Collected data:
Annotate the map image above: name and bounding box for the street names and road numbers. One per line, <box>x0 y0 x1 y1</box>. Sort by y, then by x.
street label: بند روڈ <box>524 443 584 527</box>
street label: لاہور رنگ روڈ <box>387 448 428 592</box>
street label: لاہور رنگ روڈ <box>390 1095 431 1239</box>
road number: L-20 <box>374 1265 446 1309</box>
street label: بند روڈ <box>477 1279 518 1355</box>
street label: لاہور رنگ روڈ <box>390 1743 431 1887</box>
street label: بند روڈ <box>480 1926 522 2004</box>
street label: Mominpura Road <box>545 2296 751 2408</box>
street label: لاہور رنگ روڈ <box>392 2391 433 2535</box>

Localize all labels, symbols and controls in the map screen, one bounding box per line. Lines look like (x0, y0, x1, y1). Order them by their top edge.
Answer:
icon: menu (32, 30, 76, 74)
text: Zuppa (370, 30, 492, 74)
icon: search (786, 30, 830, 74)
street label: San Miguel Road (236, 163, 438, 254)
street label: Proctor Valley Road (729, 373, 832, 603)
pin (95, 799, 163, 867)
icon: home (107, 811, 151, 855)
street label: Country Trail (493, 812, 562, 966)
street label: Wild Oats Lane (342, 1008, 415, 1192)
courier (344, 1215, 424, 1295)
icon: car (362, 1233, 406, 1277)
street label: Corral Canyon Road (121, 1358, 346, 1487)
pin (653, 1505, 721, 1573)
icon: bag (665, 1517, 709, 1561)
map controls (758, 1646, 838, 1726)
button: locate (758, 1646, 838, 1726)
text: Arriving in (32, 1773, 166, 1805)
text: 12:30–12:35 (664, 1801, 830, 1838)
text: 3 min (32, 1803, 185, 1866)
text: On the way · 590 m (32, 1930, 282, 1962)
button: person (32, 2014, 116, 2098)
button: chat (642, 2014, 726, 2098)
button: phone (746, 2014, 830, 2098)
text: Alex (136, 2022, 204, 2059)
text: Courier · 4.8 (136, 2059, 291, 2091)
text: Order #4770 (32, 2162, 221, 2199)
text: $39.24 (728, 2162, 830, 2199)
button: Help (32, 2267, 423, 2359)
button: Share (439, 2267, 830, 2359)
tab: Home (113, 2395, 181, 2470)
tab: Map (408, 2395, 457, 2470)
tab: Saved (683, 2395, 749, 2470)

** The task **
Using the entries above, print each one again without any alteration.

** Expected output **
Annotate the map image above: name and bounding box for the street names and road numbers. One per line, <box>x0 y0 x1 y1</box>. Sort by y, then by x.
street label: بند روڈ <box>524 443 584 527</box>
street label: لاہور رنگ روڈ <box>387 448 428 592</box>
street label: لاہور رنگ روڈ <box>390 1095 431 1239</box>
road number: L-20 <box>374 1265 446 1309</box>
street label: بند روڈ <box>477 1279 518 1355</box>
street label: لاہور رنگ روڈ <box>390 1743 431 1887</box>
street label: بند روڈ <box>480 1926 522 2004</box>
street label: Mominpura Road <box>545 2296 751 2408</box>
street label: لاہور رنگ روڈ <box>392 2391 433 2535</box>

Localize all labels, symbols and controls in the map screen, one bounding box per line. Lines look like (x0, y0, x1, y1). Order them by their top edge.
Answer:
icon: menu (32, 30, 76, 74)
text: Zuppa (370, 30, 492, 74)
icon: search (786, 30, 830, 74)
street label: San Miguel Road (236, 163, 438, 254)
street label: Proctor Valley Road (729, 373, 832, 603)
pin (95, 799, 163, 867)
icon: home (107, 811, 151, 855)
street label: Country Trail (493, 812, 562, 966)
street label: Wild Oats Lane (342, 1008, 415, 1192)
courier (344, 1215, 424, 1295)
icon: car (362, 1233, 406, 1277)
street label: Corral Canyon Road (121, 1358, 346, 1487)
pin (653, 1505, 721, 1573)
icon: bag (665, 1517, 709, 1561)
map controls (758, 1646, 838, 1726)
button: locate (758, 1646, 838, 1726)
text: Arriving in (32, 1773, 166, 1805)
text: 12:30–12:35 (664, 1801, 830, 1838)
text: 3 min (32, 1803, 185, 1866)
text: On the way · 590 m (32, 1930, 282, 1962)
button: person (32, 2014, 116, 2098)
button: chat (642, 2014, 726, 2098)
button: phone (746, 2014, 830, 2098)
text: Alex (136, 2022, 204, 2059)
text: Courier · 4.8 (136, 2059, 291, 2091)
text: Order #4770 (32, 2162, 221, 2199)
text: $39.24 (728, 2162, 830, 2199)
button: Help (32, 2267, 423, 2359)
button: Share (439, 2267, 830, 2359)
tab: Home (113, 2395, 181, 2470)
tab: Map (408, 2395, 457, 2470)
tab: Saved (683, 2395, 749, 2470)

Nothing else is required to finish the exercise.